Em setembro de 2022, a Câmara Municipal de Almada iniciou um processo devastador de demolição de 65 casas no bairro do 2º Torrão, na Trafaria. Este processo foi executado sem um diálogo próximo com os moradores e sem alternativas de habitação dignas para quem, de repente, ia ficar sem nada. Perante o desespero dos moradores a presidente do executivo municipal continuava a afirmar que todo o processo estava a decorrer segundo o previsto e que os moradores “se encontravam muito melhor agora”. 

No seguimento deste posicionamento prepotente de Inês de Medeiros, uma das associações que trabalha com a população afetada foi a uma reunião de Câmara manifestar o seu desagrado pela forma como as pessoas estavam a ser tratadas. A munícipe afirmou que este processo tinha contornos colonialistas mas não pôde terminar o seu raciocínio porque foi rápida e abruptamente interrompida por uma presidente manifestamente irritada, exigindo que ela retirasse imediatamente as palavras que tinha proferido. Inês de Medeiros afirmou-se ofendida e acrescentou que “não admitia que lhe chamassem colonialista porque já se tinha livrado da sua herança colonial há muito”.

Uma semana antes, a mesma munícipe tinha ido à Assembleia Municipal de Almada proferir as mesmas palavras e dessa vez foi interrompida pelo presidente da mesa da Assembleia Municipal que se disse ofendido e não admitia que alguém lhe chamasse racista.

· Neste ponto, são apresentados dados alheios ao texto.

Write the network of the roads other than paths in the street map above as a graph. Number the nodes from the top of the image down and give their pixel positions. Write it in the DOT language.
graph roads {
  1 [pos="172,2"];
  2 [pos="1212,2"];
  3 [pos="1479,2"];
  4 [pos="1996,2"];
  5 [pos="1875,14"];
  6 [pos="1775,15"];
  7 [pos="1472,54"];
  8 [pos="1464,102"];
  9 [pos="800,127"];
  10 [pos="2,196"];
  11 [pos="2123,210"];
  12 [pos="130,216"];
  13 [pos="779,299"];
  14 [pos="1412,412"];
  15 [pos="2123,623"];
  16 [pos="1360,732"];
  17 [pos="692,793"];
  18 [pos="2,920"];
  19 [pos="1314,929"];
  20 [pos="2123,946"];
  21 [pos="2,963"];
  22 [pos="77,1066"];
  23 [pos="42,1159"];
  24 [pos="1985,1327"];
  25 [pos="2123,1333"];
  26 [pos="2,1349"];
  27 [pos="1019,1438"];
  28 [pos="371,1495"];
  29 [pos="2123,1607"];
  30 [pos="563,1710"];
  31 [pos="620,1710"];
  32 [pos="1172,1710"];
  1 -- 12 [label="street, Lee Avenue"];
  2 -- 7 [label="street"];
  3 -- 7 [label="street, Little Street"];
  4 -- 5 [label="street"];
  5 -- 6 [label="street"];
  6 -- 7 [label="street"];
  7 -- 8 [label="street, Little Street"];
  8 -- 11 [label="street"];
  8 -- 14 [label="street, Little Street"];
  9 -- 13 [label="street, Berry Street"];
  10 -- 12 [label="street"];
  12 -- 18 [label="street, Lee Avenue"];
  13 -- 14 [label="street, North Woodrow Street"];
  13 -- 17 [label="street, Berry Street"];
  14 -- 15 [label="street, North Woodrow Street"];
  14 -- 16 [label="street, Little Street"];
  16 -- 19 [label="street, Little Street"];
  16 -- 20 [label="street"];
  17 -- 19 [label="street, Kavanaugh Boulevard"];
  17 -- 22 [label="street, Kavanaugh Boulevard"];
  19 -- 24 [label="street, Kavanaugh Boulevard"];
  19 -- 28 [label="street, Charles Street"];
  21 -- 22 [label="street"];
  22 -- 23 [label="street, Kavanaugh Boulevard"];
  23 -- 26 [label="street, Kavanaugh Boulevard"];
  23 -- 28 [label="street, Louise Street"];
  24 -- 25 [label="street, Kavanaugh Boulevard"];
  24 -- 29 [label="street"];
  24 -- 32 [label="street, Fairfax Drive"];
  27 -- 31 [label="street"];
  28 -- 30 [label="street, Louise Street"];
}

Este caso é ainda mais paradigmático visto que a munícipe se dirigia ao executivo e não à mesa da Assembleia, ou seja, não havia forma possível do presidente se sentir ofendido porque as palavras não lhe tinham sido dirigidas a ele. Ainda assim, ele sentiu necessidade de proteger as pessoas do executivo perante aquilo que ele considerou um ataque.

Importa aqui realçar que a munícipe nunca proferiu estas palavras relativamente a ninguém em específico, falou sempre do processo. Ainda assim as pessoas responsáveis na sala sentiram-se atacadas. 

Aquilo que esta munícipe teria dito, caso a presidente tivesse permitido que ela terminasse o seu discurso, é que se tratava de um executivo branco a demolir casas que alojavam, na sua maioria, pessoas racializadas, sem as ouvir atempadamente, ignorando o seu desespero, ridicularizando as suas reivindicações por habitação digna e tratando-os como cidadãos de segunda. Mas nada disto importa porque quando a palavra “colonial” ou “racista” ecoa numa qualquer sala deste país quem a proferiu é imediatamente silenciado.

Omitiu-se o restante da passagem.